China’s luxury sector is back and better than 10 year ago.
China's spending on high-end stuff is on the rebound—and it's an impressive rebound to boot.
After about five years of coming in flat or even contracting slightly, spending on luxury within China suddenly grew 20% in 2017, led by women's wear, jewelry, and cosmetics, according to a new report by the management consulting firm Bain & Company. One of the major contributors to that growth is millennials—luxury consumers that barely resemble the shoppers who first made China one of the world's most lucrative luxury markets about a decade ago.
Defined by Bain as those born between 1983 and 1997, Chinese millennials start buying luxury younger, and they buy high-end products more frequently, the firm says. (It undoubtedly helps that they have more spending power than previous generations did at their age.) What they're buying is also different. Bain surveyed about 500 Chinese millennials and found their interests leaned toward casual and street-inspired fashion.
Rather than buying traditional luxury status symbols such as Prada handbags, the report suggests, they're looking to new products, such as Balenciaga sneakers, Gucci t-shirts, and streetwear. In Bain's findings, uniqueness and newness were among millennials' top considerations. It squares with other findings on what attracts millennials to luxury. A 2017 survey (pdf) by Deloitte of millennials in various countries, including China, found that uniqueness and quality was what most were after. "Heritage and aspirational qualities are less important," Deloitte noted.
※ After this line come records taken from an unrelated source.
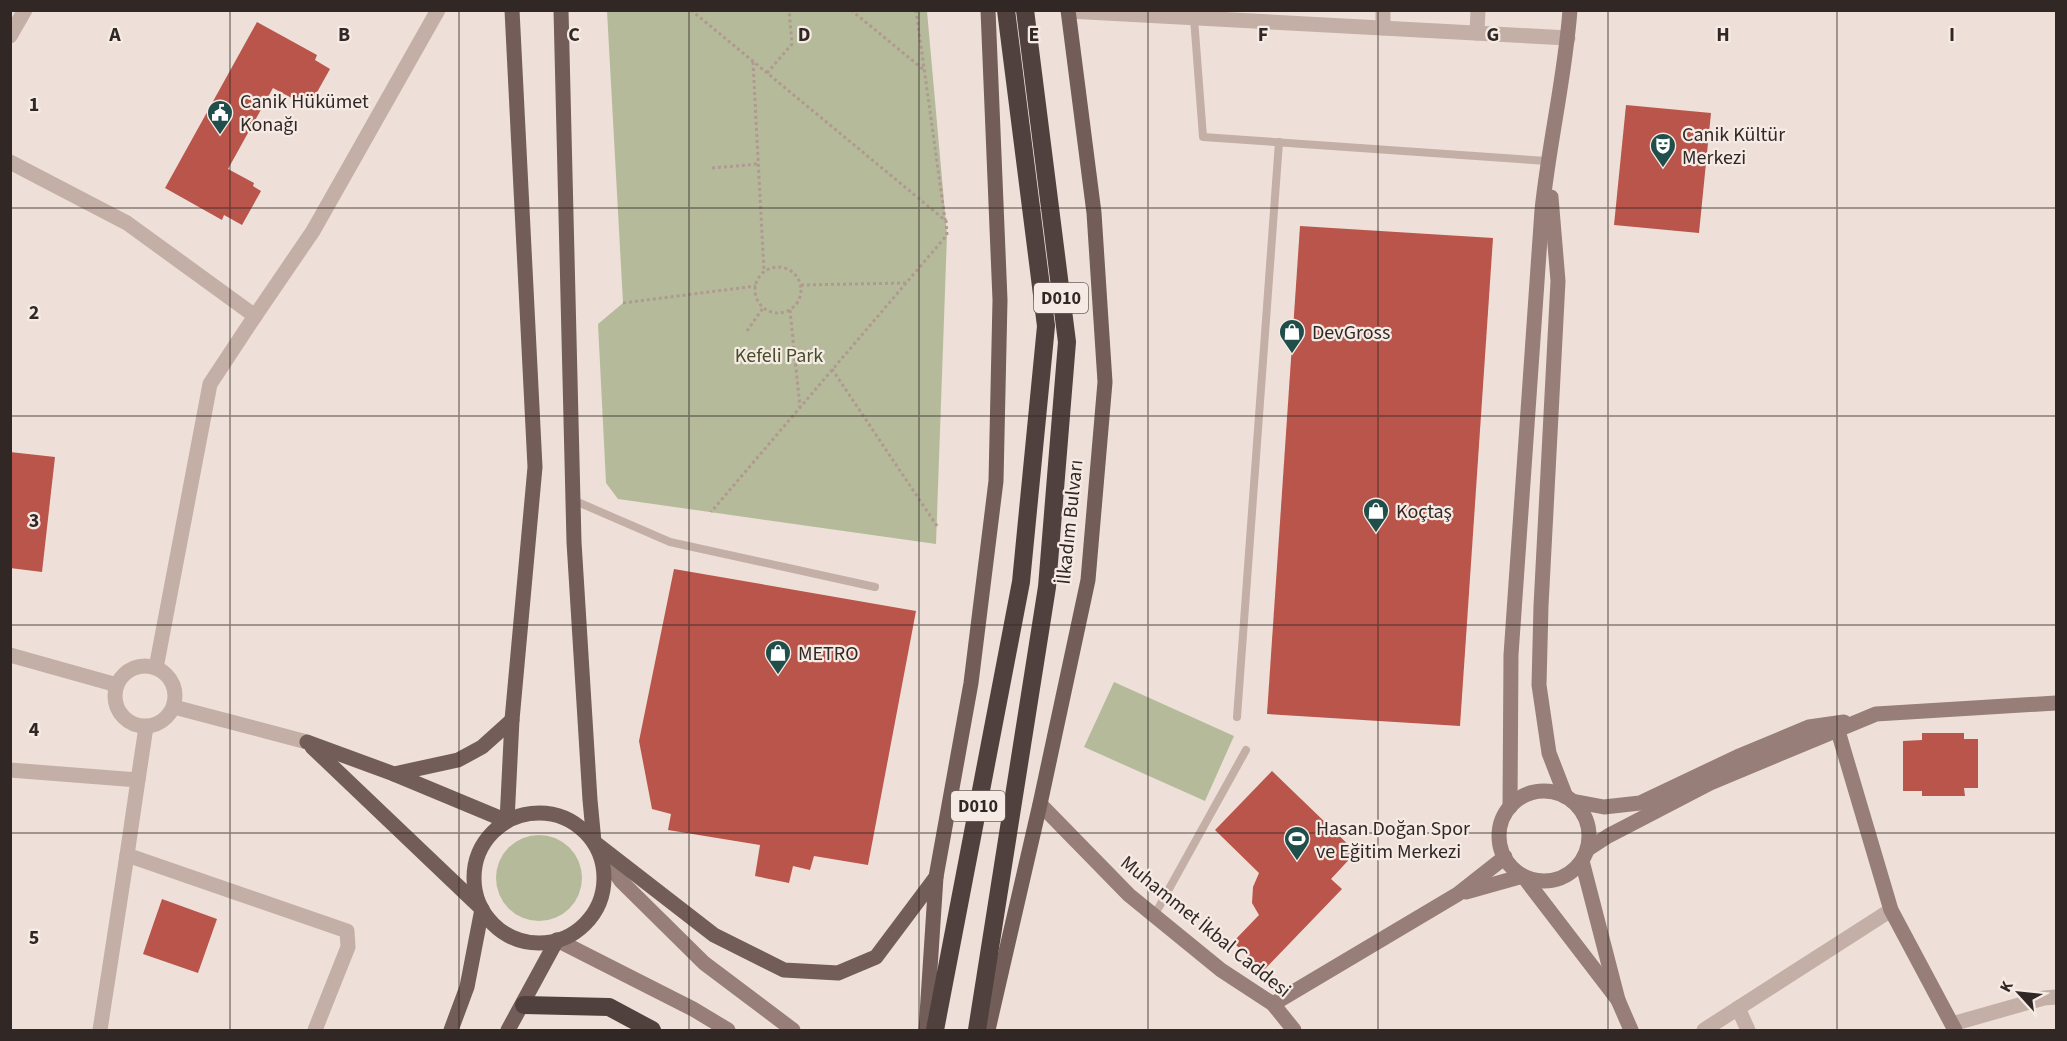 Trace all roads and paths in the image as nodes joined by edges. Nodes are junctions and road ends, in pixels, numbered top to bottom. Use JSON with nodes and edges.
{"nodes":[{"id":1,"x":25,"y":10,"type":"edge"},
{"id":2,"x":438,"y":10,"type":"edge"},
{"id":3,"x":512,"y":10,"type":"edge"},
{"id":4,"x":561,"y":10,"type":"edge"},
{"id":5,"x":691,"y":10,"type":"edge"},
{"id":6,"x":789,"y":10,"type":"edge"},
{"id":7,"x":851,"y":10,"type":"edge"},
{"id":8,"x":916,"y":10,"type":"edge"},
{"id":9,"x":988,"y":10,"type":"edge"},
{"id":10,"x":1006,"y":10,"type":"edge"},
{"id":11,"x":1025,"y":10,"type":"edge"},
{"id":12,"x":1383,"y":10,"type":"edge"},
{"id":13,"x":1478,"y":10,"type":"edge"},
{"id":14,"x":1570,"y":10,"type":"edge"},
{"id":15,"x":1068,"y":11,"type":"edge"},
{"id":16,"x":1204,"y":16,"type":"edge"},
{"id":17,"x":1383,"y":28,"type":"junction"},
{"id":18,"x":1477,"y":33,"type":"junction"},
{"id":19,"x":10,"y":36,"type":"edge"},
{"id":20,"x":1568,"y":38,"type":"junction"},
{"id":21,"x":753,"y":62,"type":"junction"},
{"id":22,"x":925,"y":71,"type":"junction"},
{"id":23,"x":766,"y":73,"type":"junction"},
{"id":24,"x":1279,"y":142,"type":"junction"},
{"id":25,"x":1547,"y":161,"type":"junction"},
{"id":26,"x":10,"y":162,"type":"edge"},
{"id":27,"x":758,"y":164,"type":"junction"},
{"id":28,"x":712,"y":168,"type":"dead end"},
{"id":29,"x":945,"y":221,"type":"junction"},
{"id":30,"x":764,"y":272,"type":"junction"},
{"id":31,"x":906,"y":283,"type":"junction"},
{"id":32,"x":801,"y":285,"type":"junction"},
{"id":33,"x":756,"y":286,"type":"junction"},
{"id":34,"x":624,"y":303,"type":"dead end"},
{"id":35,"x":763,"y":308,"type":"junction"},
{"id":36,"x":790,"y":310,"type":"junction"},
{"id":37,"x":255,"y":316,"type":"junction"},
{"id":38,"x":747,"y":331,"type":"dead end"},
{"id":39,"x":832,"y":369,"type":"junction"},
{"id":40,"x":800,"y":407,"type":"junction"},
{"id":41,"x":573,"y":500,"type":"junction"},
{"id":42,"x":711,"y":512,"type":"dead end"},
{"id":43,"x":937,"y":526,"type":"dead end"},
{"id":44,"x":874,"y":587,"type":"dead end"},
{"id":45,"x":10,"y":655,"type":"edge"},
{"id":46,"x":156,"y":668,"type":"junction"},
{"id":47,"x":117,"y":685,"type":"junction"},
{"id":48,"x":2056,"y":703,"type":"edge"},
{"id":49,"x":174,"y":707,"type":"junction"},
{"id":50,"x":1237,"y":717,"type":"dead end"},
{"id":51,"x":1864,"y":719,"type":"junction"},
{"id":52,"x":512,"y":720,"type":"junction"},
{"id":53,"x":146,"y":727,"type":"junction"},
{"id":54,"x":1838,"y":731,"type":"junction"},
{"id":55,"x":307,"y":742,"type":"junction"},
{"id":56,"x":1246,"y":750,"type":"dead end"},
{"id":57,"x":10,"y":770,"type":"edge"},
{"id":58,"x":394,"y":774,"type":"junction"},
{"id":59,"x":138,"y":780,"type":"junction"},
{"id":60,"x":1569,"y":799,"type":"junction"},
{"id":61,"x":1040,"y":804,"type":"junction"},
{"id":62,"x":1510,"y":807,"type":"junction"},
{"id":63,"x":507,"y":821,"type":"junction"},
{"id":64,"x":594,"y":842,"type":"junction"},
{"id":65,"x":127,"y":855,"type":"junction"},
{"id":66,"x":1585,"y":855,"type":"junction"},
{"id":67,"x":1505,"y":857,"type":"junction"},
{"id":68,"x":1523,"y":876,"type":"junction"},
{"id":69,"x":936,"y":877,"type":"junction"},
{"id":70,"x":1458,"y":894,"type":"junction"},
{"id":71,"x":482,"y":909,"type":"junction"},
{"id":72,"x":1891,"y":910,"type":"junction"},
{"id":73,"x":1154,"y":915,"type":"junction"},
{"id":74,"x":557,"y":940,"type":"junction"},
{"id":75,"x":2056,"y":997,"type":"edge"},
{"id":76,"x":1618,"y":1000,"type":"junction"},
{"id":77,"x":1273,"y":1004,"type":"junction"},
{"id":78,"x":524,"y":1005,"type":"junction"},
{"id":79,"x":1738,"y":1008,"type":"junction"},
{"id":80,"x":1953,"y":1027,"type":"edge"},
{"id":81,"x":987,"y":1028,"type":"edge"},
{"id":82,"x":100,"y":1030,"type":"edge"},
{"id":83,"x":315,"y":1030,"type":"edge"},
{"id":84,"x":451,"y":1030,"type":"edge"},
{"id":85,"x":508,"y":1030,"type":"edge"},
{"id":86,"x":652,"y":1030,"type":"edge"},
{"id":87,"x":728,"y":1030,"type":"edge"},
{"id":88,"x":793,"y":1030,"type":"edge"},
{"id":89,"x":926,"y":1030,"type":"edge"},
{"id":90,"x":935,"y":1030,"type":"edge"},
{"id":91,"x":1294,"y":1030,"type":"edge"},
{"id":92,"x":1631,"y":1030,"type":"edge"},
{"id":93,"x":1704,"y":1030,"type":"edge"},
{"id":94,"x":1748,"y":1030,"type":"edge"}],
"edges":[{"from":1,"to":19,"type":"street"},
{"from":2,"to":37,"type":"street"},
{"from":3,"to":52,"type":"main road"},
{"from":4,"to":41,"type":"main road"},
{"from":5,"to":21,"type":"path"},
{"from":6,"to":23,"type":"path"},
{"from":7,"to":22,"type":"path"},
{"from":8,"to":22,"type":"path"},
{"from":9,"to":69,"type":"main road"},
{"from":10,"to":90,"type":"highway","number":"D010"},
{"from":11,"to":81,"type":"highway","name":"İlkadım Bulvarı","number":"D010"},
{"from":12,"to":17,"type":"street"},
{"from":13,"to":18,"type":"street"},
{"from":14,"to":20,"type":"street"},
{"from":15,"to":16,"type":"street"},
{"from":15,"to":61,"type":"main road","name":"İlkadım Bulvarı"},
{"from":16,"to":17,"type":"street"},
{"from":16,"to":24,"type":"lane"},
{"from":17,"to":18,"type":"street"},
{"from":18,"to":20,"type":"street"},
{"from":20,"to":25,"type":"street"},
{"from":21,"to":23,"type":"path"},
{"from":21,"to":27,"type":"path"},
{"from":22,"to":29,"type":"path"},
{"from":23,"to":29,"type":"path"},
{"from":24,"to":25,"type":"lane"},
{"from":24,"to":50,"type":"lane"},
{"from":25,"to":60,"type":"street"},
{"from":25,"to":62,"type":"street"},
{"from":26,"to":37,"type":"street"},
{"from":27,"to":28,"type":"path"},
{"from":27,"to":30,"type":"path"},
{"from":29,"to":31,"type":"path"},
{"from":30,"to":32,"type":"path"},
{"from":30,"to":33,"type":"path"},
{"from":31,"to":32,"type":"path"},
{"from":31,"to":39,"type":"path"},
{"from":32,"to":36,"type":"path"},
{"from":33,"to":34,"type":"path"},
{"from":33,"to":35,"type":"path"},
{"from":35,"to":36,"type":"path"},
{"from":35,"to":38,"type":"path"},
{"from":36,"to":40,"type":"path"},
{"from":37,"to":46,"type":"street"},
{"from":39,"to":40,"type":"path"},
{"from":39,"to":43,"type":"path"},
{"from":40,"to":42,"type":"path"},
{"from":41,"to":44,"type":"lane"},
{"from":41,"to":64,"type":"main road"},
{"from":45,"to":47,"type":"street"},
{"from":46,"to":47,"type":"street"},
{"from":46,"to":49,"type":"street"},
{"from":47,"to":53,"type":"street"},
{"from":48,"to":51,"type":"street"},
{"from":49,"to":53,"type":"street"},
{"from":49,"to":55,"type":"street"},
{"from":51,"to":54,"type":"street"},
{"from":51,"to":60,"type":"street"},
{"from":52,"to":58,"type":"main road"},
{"from":52,"to":63,"type":"main road"},
{"from":53,"to":59,"type":"street"},
{"from":54,"to":66,"type":"street"},
{"from":54,"to":72,"type":"street"},
{"from":55,"to":58,"type":"main road"},
{"from":55,"to":71,"type":"main road"},
{"from":56,"to":73,"type":"lane"},
{"from":57,"to":59,"type":"street"},
{"from":58,"to":63,"type":"main road"},
{"from":59,"to":65,"type":"street"},
{"from":60,"to":62,"type":"street"},
{"from":60,"to":66,"type":"street"},
{"from":61,"to":73,"type":"street","name":"Muhammet İkbal Caddesi"},
{"from":61,"to":81,"type":"main road","name":"İlkadım Bulvarı"},
{"from":62,"to":67,"type":"street"},
{"from":63,"to":64,"type":"main road"},
{"from":63,"to":71,"type":"main road"},
{"from":64,"to":69,"type":"main road"},
{"from":64,"to":74,"type":"main road"},
{"from":64,"to":88,"type":"street"},
{"from":65,"to":82,"type":"street"},
{"from":65,"to":83,"type":"street"},
{"from":66,"to":68,"type":"street"},
{"from":66,"to":76,"type":"street"},
{"from":67,"to":68,"type":"street"},
{"from":67,"to":70,"type":"street"},
{"from":68,"to":70,"type":"street"},
{"from":68,"to":76,"type":"street"},
{"from":69,"to":89,"type":"main road"},
{"from":70,"to":77,"type":"street"},
{"from":71,"to":74,"type":"main road"},
{"from":71,"to":84,"type":"main road"},
{"from":72,"to":79,"type":"street"},
{"from":72,"to":80,"type":"street"},
{"from":73,"to":77,"type":"street","name":"Muhammet İkbal Caddesi"},
{"from":74,"to":78,"type":"main road"},
{"from":74,"to":87,"type":"street"},
{"from":75,"to":80,"type":"street"},
{"from":76,"to":92,"type":"street"},
{"from":77,"to":91,"type":"street","name":"Muhammet İkbal Caddesi"},
{"from":78,"to":85,"type":"main road"},
{"from":78,"to":86,"type":"highway"},
{"from":79,"to":93,"type":"street"},
{"from":79,"to":94,"type":"street"}]}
"This is a new China coming in as opposed to the old China coming back," Bruno Lannes, a partner at Bain based in Shanghai, told Reuters.
Bain noted that a few other factors contributed to China's 2017 jump in luxury buying. The country's government has been implementing measures to get Chinese shoppers buying their pricey goods at home rather than abroad, where most purchases by Chinese luxury shoppers still take place. It has cut import duties, for instance, and cracked down ondaigou—agents who buy goods in cheaper markets, such as Europe, and ship them back to buyers in China. Luxury brands have also been working to adjust their prices so they aren't so comparatively expensive in China.
In the long term, millennials are poised to keep driving sales. Boston Consulting Group estimates that consumers 35 and younger will make up 65% of China's consumption growth through 2020. These shoppers tend to be digitally savvy, and the access to information they've grown up with makes them highly opinionated, Bain says.
Brands would do well to take notice: Unlike in the past, when prestigious labels practically guaranteed sales in China, they'll have to work to win over today's young, moneyed Chinese shoppers.